Сложные отношения складывались у Никона с боярством. Аристократия вообще очень ревниво относилась к любым попыткам патриархов вмешиваться в политические дела. Негодование думных чинов достигало здесь высших градусов, и первым, кто столкнулся с этим, оказался патриарх Иов, на которого боярство обрушило многие «клеветы и укоризны» за активное участие в выборной кампании Бориса Годунова. Право же на соправительство, которое Никон присвоил с титулом «великого государя», воспринималось аристократией как нарушение всех традиций. Соправительство еще терпели в условиях чрезвычайных, послесмутных. Первым «великим государем» стал патриарх Филарет, властный норов которого принуждены были сносить не только бояре, но и родной сын, царь Михаил Федорович. Но едва Филарет умер, как все вернулось на круги своя. Из оборота исчез применительно к патриархам титул «великий государь», а сами патриархи подбирались таким образом, чтобы были «ко царю не дерзновены». Вмешательство церкви в светские дела — отчасти в силу слабости личностей последующих патриархов, отчасти в связи с возвратом к прежней модели взаимоотношений власти и церкви — было сильно ограничено. На Земском соборе 1642 года церковные власти подчеркнуто уклонились от поставленного правительством вопроса: воевать или не воевать с «турским салтаном» из-за захваченного донскими казаками Азова? То было дело государево и земское, а отнюдь не святительское и молитвенное, оно нам «не за обычай», объявили иерархи в своем ответе, добавив, что если царь решит воевать, то «мы, твои государевы богомольцы, ратным людям в подможение рады помогать, елико сила наша может» [300] .
300
Акты, относящиеся к истории Земских соборов. М., 1909. С.46.

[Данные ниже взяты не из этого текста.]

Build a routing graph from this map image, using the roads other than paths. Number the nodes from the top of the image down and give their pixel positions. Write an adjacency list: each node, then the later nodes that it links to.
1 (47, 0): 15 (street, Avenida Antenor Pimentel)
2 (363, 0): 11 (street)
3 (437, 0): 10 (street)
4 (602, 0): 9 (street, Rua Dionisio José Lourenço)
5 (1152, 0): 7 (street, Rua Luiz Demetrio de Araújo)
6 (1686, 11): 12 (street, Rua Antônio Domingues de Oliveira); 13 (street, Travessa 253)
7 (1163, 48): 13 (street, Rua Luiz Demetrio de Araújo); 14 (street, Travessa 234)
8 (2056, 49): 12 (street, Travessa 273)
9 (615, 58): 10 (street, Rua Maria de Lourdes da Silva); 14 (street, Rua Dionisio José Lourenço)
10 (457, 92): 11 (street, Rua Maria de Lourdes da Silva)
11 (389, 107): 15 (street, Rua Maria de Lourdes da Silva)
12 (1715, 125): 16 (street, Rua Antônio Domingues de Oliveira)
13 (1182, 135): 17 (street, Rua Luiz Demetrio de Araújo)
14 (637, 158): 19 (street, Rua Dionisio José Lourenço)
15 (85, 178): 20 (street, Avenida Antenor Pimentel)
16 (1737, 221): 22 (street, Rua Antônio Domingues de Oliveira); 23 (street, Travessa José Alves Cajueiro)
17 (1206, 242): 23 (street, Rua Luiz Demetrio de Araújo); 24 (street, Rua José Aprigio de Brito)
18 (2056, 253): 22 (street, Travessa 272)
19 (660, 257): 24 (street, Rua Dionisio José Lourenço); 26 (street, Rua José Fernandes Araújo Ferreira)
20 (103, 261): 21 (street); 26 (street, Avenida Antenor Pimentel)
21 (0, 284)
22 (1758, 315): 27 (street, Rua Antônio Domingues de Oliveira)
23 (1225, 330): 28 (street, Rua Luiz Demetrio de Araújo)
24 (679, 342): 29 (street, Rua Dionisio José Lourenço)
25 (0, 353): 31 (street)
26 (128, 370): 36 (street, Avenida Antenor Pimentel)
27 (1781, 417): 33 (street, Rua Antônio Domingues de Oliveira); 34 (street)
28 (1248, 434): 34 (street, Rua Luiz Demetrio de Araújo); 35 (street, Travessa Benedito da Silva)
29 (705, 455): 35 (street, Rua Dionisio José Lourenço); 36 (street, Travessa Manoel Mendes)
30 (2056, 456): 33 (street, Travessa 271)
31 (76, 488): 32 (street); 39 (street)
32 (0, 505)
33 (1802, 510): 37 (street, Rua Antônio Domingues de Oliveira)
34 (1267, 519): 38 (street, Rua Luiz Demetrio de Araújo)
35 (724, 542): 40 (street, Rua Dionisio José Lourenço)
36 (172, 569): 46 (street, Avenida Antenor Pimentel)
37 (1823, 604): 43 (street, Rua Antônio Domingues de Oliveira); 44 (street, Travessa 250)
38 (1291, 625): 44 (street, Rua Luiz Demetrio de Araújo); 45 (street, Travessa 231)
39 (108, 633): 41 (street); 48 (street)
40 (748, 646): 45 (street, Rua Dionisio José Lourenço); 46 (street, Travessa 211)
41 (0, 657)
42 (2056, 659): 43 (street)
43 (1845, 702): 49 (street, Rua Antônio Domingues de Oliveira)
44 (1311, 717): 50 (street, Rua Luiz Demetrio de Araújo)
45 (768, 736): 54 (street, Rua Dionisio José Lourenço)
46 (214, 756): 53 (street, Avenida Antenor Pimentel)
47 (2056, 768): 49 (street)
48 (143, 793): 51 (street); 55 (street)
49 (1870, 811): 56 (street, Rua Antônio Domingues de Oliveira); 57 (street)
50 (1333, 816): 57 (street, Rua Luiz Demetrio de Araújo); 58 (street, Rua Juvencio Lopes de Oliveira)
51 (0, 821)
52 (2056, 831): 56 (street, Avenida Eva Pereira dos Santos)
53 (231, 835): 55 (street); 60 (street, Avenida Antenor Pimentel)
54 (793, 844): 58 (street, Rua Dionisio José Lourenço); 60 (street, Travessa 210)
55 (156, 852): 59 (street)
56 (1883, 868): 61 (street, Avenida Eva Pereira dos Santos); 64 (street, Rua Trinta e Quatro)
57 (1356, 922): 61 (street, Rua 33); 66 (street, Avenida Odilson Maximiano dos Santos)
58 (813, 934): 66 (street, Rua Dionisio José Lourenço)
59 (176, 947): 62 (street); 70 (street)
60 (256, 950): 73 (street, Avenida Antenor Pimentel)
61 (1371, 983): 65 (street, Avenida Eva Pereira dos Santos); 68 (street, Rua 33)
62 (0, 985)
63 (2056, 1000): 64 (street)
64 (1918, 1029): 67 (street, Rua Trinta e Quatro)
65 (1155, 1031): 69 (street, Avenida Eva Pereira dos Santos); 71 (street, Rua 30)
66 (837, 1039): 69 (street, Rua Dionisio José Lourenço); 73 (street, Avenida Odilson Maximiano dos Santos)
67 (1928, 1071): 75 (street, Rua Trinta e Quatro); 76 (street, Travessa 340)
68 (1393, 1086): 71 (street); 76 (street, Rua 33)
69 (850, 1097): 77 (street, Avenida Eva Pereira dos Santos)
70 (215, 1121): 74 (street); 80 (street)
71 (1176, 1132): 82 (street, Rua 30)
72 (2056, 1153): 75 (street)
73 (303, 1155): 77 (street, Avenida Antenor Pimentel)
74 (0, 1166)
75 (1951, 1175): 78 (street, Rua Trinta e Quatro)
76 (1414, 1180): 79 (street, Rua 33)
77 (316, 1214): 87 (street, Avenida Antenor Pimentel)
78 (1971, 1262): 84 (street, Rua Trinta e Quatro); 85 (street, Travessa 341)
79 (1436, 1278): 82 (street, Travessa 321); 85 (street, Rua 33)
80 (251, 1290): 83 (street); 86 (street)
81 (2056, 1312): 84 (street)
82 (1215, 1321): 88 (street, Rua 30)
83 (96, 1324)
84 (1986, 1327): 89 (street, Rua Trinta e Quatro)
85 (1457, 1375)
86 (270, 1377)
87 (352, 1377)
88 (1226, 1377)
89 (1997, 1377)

Никон отверг эту традицию и попытался вернуться ко временам патриарха Филарета. Это особенно стало ясно с началом польской войны, когда царь часто и надолго оставлял Москву. Никон председательствовал в Боярской думе и был столь строг, что выгонял слишком уж нерадивых думных чинов освежиться на воздух — на крыльцо дворца.
Из приказов рассылались грамотки, в которых вместо привычного «царь указал» стояло: «святейший патриарх указал». Поведение Никона, усугубленное его бескомпромиссным норовом, воспринималось боярством как посягательство на неотъемлемые права. Сложилась даже присказка о властолюбии и гордыне патриарха, удивительная прежде всего «светским» выражением оценки его поведения: он, патриарх, любит сидеть высоко, ездить далеко!